Ann Priestman compiled a Heath shale report last October for Hart Energy's Unconventional Gas Center. Buried in geological data, she found belts of Heath shale less than 10 feet thick, too thin to be bothered with for some explorers. In other places the shale was a workable 40 feet thick. Drill depths to the shale varied from 2,000 to 5,000 feet. Those are just some of the challenges drillers face before determining whether the Heath can actually be profitable.
As clerk and recorder of Garfield County, Sherer has an understanding of how long developing the Heath shale has taken. It was 18 months ago that landmen poured over the property records at the courthouse in Jordan. They haven't returned, although drilling is under way in the area and production is still at least a year away.
"It's been at least a year since we had a lot of people," Sherer said. "At one time there were 17 of them in our vault. We had them working in our hallway, but it's really slowed down."

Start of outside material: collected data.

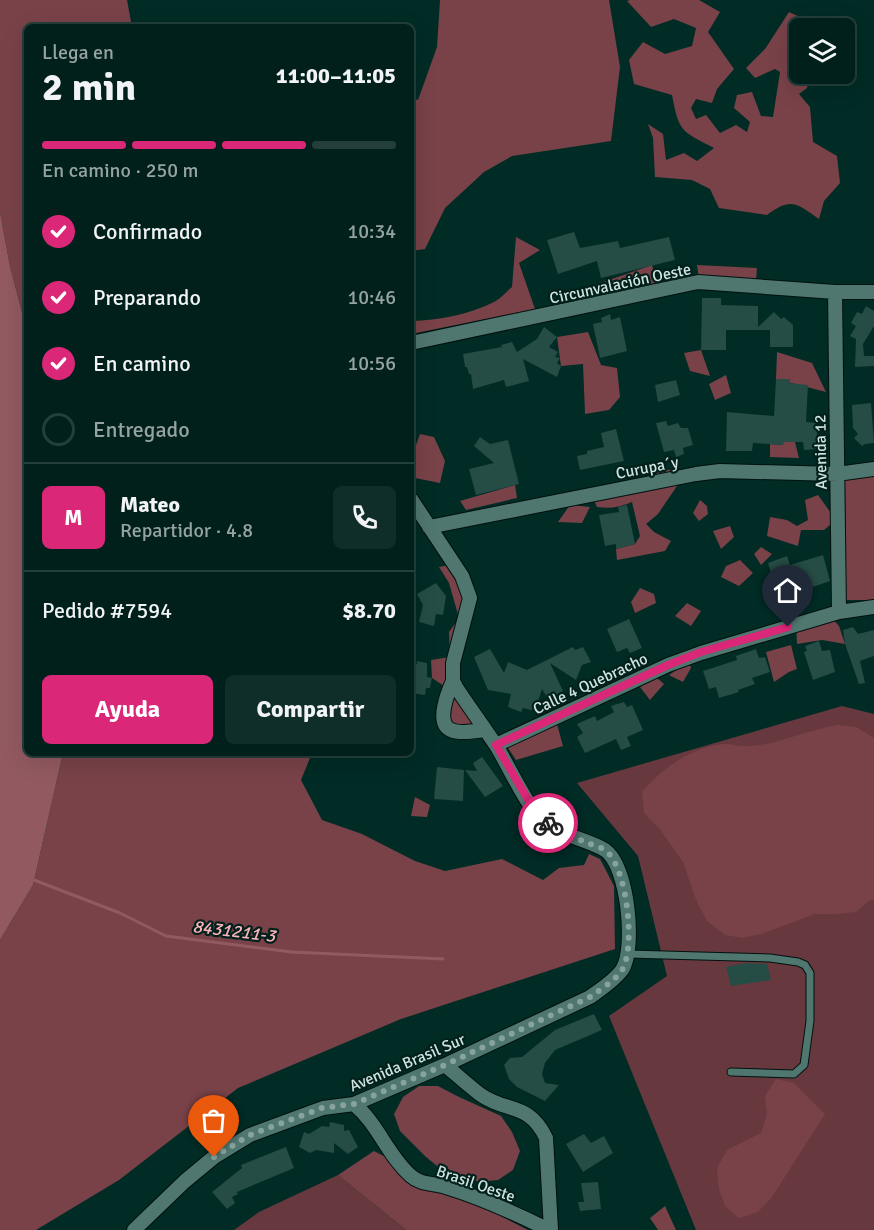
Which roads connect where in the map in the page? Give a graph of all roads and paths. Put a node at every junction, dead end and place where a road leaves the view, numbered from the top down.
1 (835, 292) junction
2 (874, 292) edge
3 (414, 342) edge
4 (874, 469) edge
5 (837, 474) junction
6 (414, 504) edge
7 (429, 527) junction
8 (874, 607) edge
9 (838, 612) junction
10 (453, 681) junction
11 (485, 730) junction
12 (496, 745) junction
13 (628, 954) junction
14 (445, 1065) junction
15 (731, 1072) dead end
16 (354, 1104) junction
17 (134, 1230) edge
18 (550, 1230) edge

1 - 2 street, Circunvalación Oeste
1 - 3 street, Circunvalación Oeste
1 - 5 street, Avenida 12
4 - 5 street, Curupa´y
5 - 7 street, Curupa´y
5 - 9 street, Avenida 12
6 - 7 street
7 - 10 street
8 - 9 street, Calle 4 Quebracho
9 - 12 street, Calle 4 Quebracho
10 - 11 street
10 - 11 street
11 - 12 street
12 - 13 street
13 - 14 street, Avenida Brasil Sur
13 - 15 lane
14 - 16 street, Avenida Brasil Sur
14 - 18 street, Brasil Oeste
16 - 17 street, Avenida Brasil Sur
16 - 18 street, Brasil Oeste

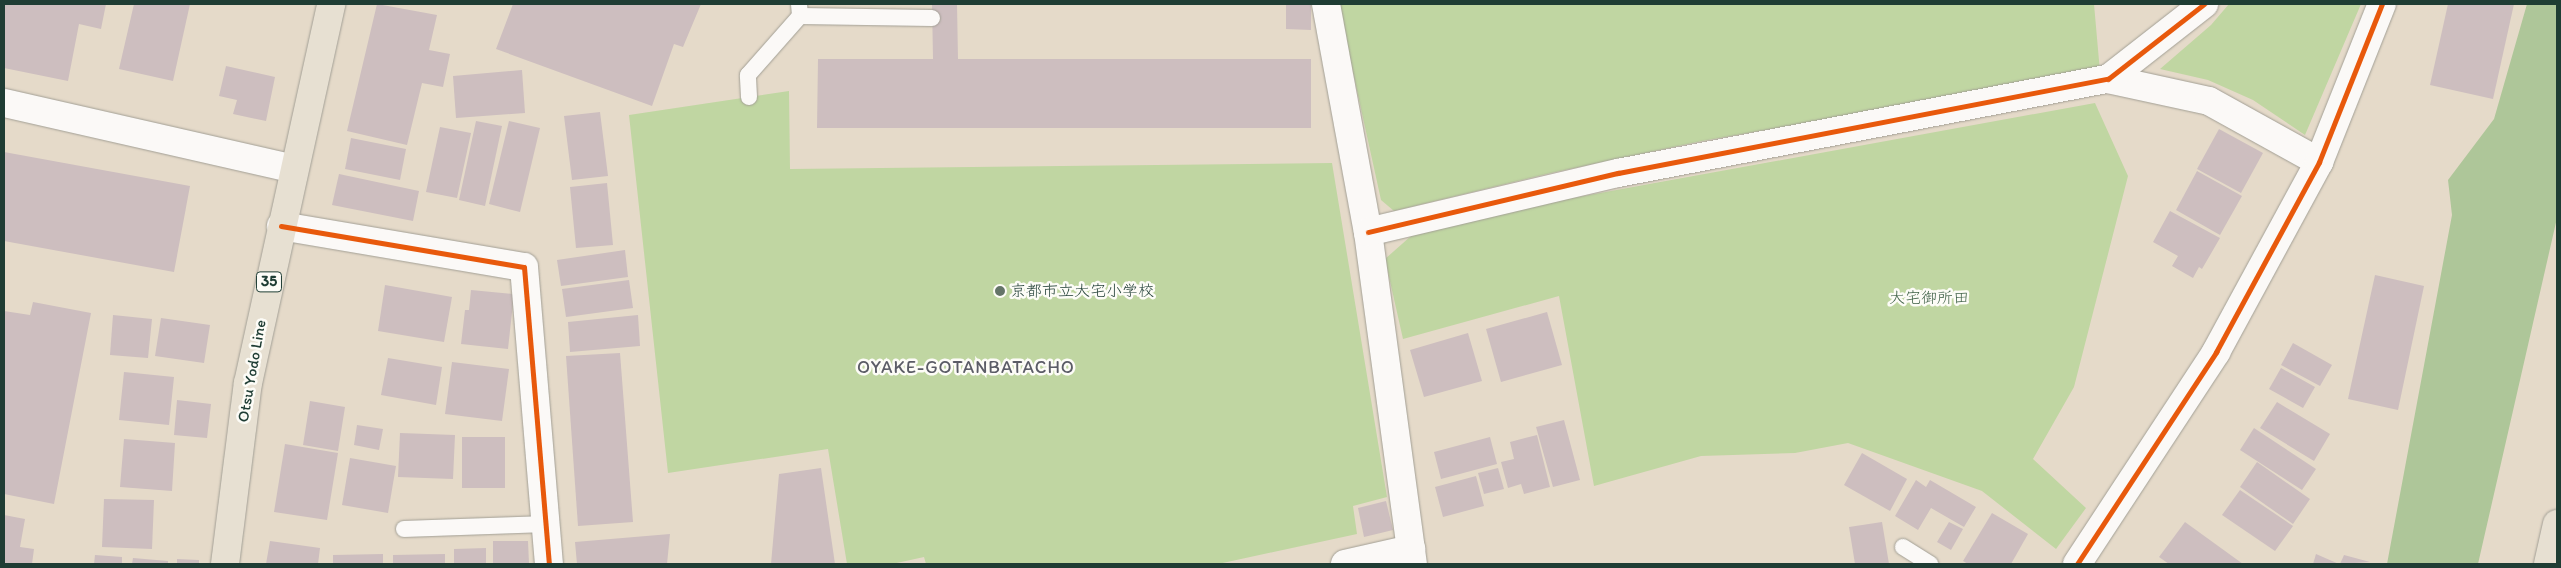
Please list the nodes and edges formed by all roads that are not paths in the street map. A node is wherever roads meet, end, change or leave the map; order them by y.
1 (331, 4) edge
2 (1326, 4) edge
3 (2204, 4) edge
4 (2382, 4) edge
5 (799, 10) edge
6 (932, 18) dead end
7 (2108, 79) junction
8 (749, 97) dead end
9 (4, 104) edge
10 (2319, 162) junction
11 (294, 169) junction
12 (281, 226) junction
13 (1368, 232) junction
14 (546, 524) junction
15 (2557, 524) edge
16 (404, 530) dead end
17 (1903, 548) dead end
18 (1412, 557) edge
19 (225, 564) edge
20 (549, 564) edge
21 (1345, 564) edge
22 (1930, 564) edge
23 (2077, 564) edge
24 (2548, 564) edge

1 - 11 main road, Otsu Yodo Line / 35
2 - 13 street
3 - 7 street
4 - 10 street
5 - 6 lane
5 - 8 lane
7 - 10 street
7 - 13 street
9 - 11 street
10 - 23 street
11 - 12 main road, Otsu Yodo Line / 35
12 - 14 street
12 - 19 main road, Otsu Yodo Line / 35
13 - 18 street
14 - 16 lane
14 - 20 street
15 - 24 main road
17 - 22 lane
18 - 21 street

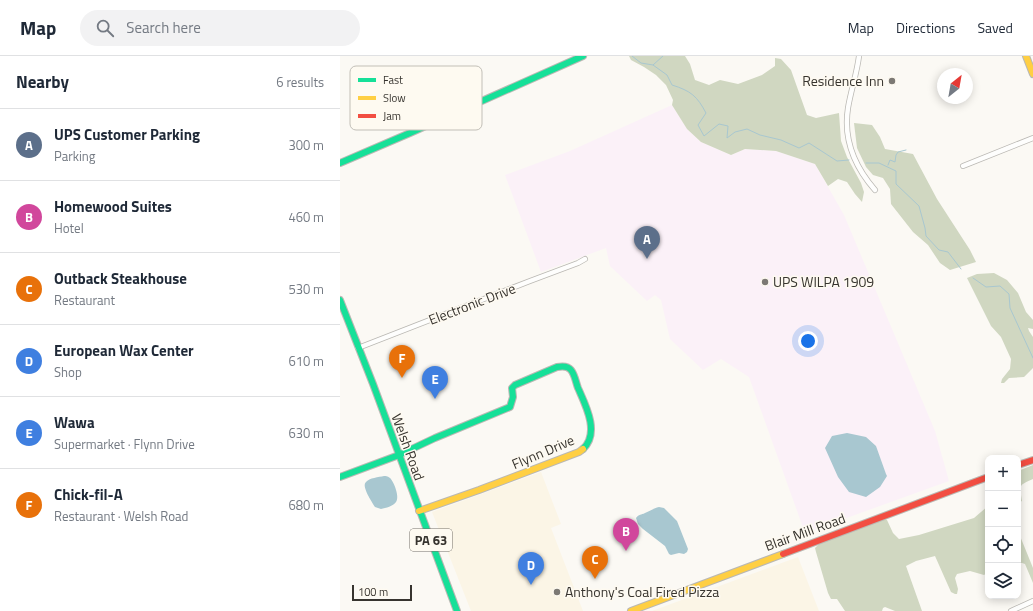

In Fergus County, Rana Wichman said when the phone rings at her property records office, it's usually a local calling to see who is buying up all the hotels in Lewistown. The rumor that can't be capped is that oil giant Halliburton has purchased every hotel. No hotels have sold, said Wichman, who as clerk and recorder registers the transfer of title whenever property is sold.
In Petroleum County, there are at least five landmen in the vault of Leslie Skinner's clerk and recorder's office in Winnett. There would probably be more, but Skinner set limits on her landmen after it became apparent that she didn't have room for the six or more who were making the 95-mile drive from Billings daily.
Down the street from Skinner's office, at the Kozy Korner diner, owner Buck Wood rattles off directions to local drilling sites with tour guide proficiency, but says crews don't come to town for the Kozy's famous pies and pancakes.
"The guys drilling, they stay in Roundup," Wood said. "When they do come around, they don't say much."
No one is saying much, because they don't want to tip off competitors, said Jason Edwards of Central Montana Resources. Edwards works out of an office in downtown Billings. His private oil and gas company, based in San Antonio, Texas, holds mineral rights contracts in six central Montana counties and has partnered with some major players including Endeavour.
CMR last year announced a $47 million investor infusion to further its Heath formation. It's currently building a base of operations, including a warehouse and a pipe yard north of Roundup.
"Yes, this area has been looked at and relooked at," said Edwards, who knows that more than 350 wells have been sunk in the Heath shale over the last 80 years. "The particular formation we're looking at, coupled with the new technology that's come along is what makes it intriguing."
Like the other six companies working the area, Central Montana Resources is very much in the exploration phase, Edwards said. But if and when the wells begin producing oil, the exploration will stop and commercialization will start overnight, he said. The construction of the operations center near Roundup combined with a few key hires should tell people Central Montana Resources isn't leaving soon.
"The 'help wanted' sign is out. It's not neon flashing on the side of the building but it's out there," he said. Right now he needs men with two or three years' experience optimizing well production.
"We're just very optimistic about this area," Edwards said. "I'll just leave it at that without going into too much detail."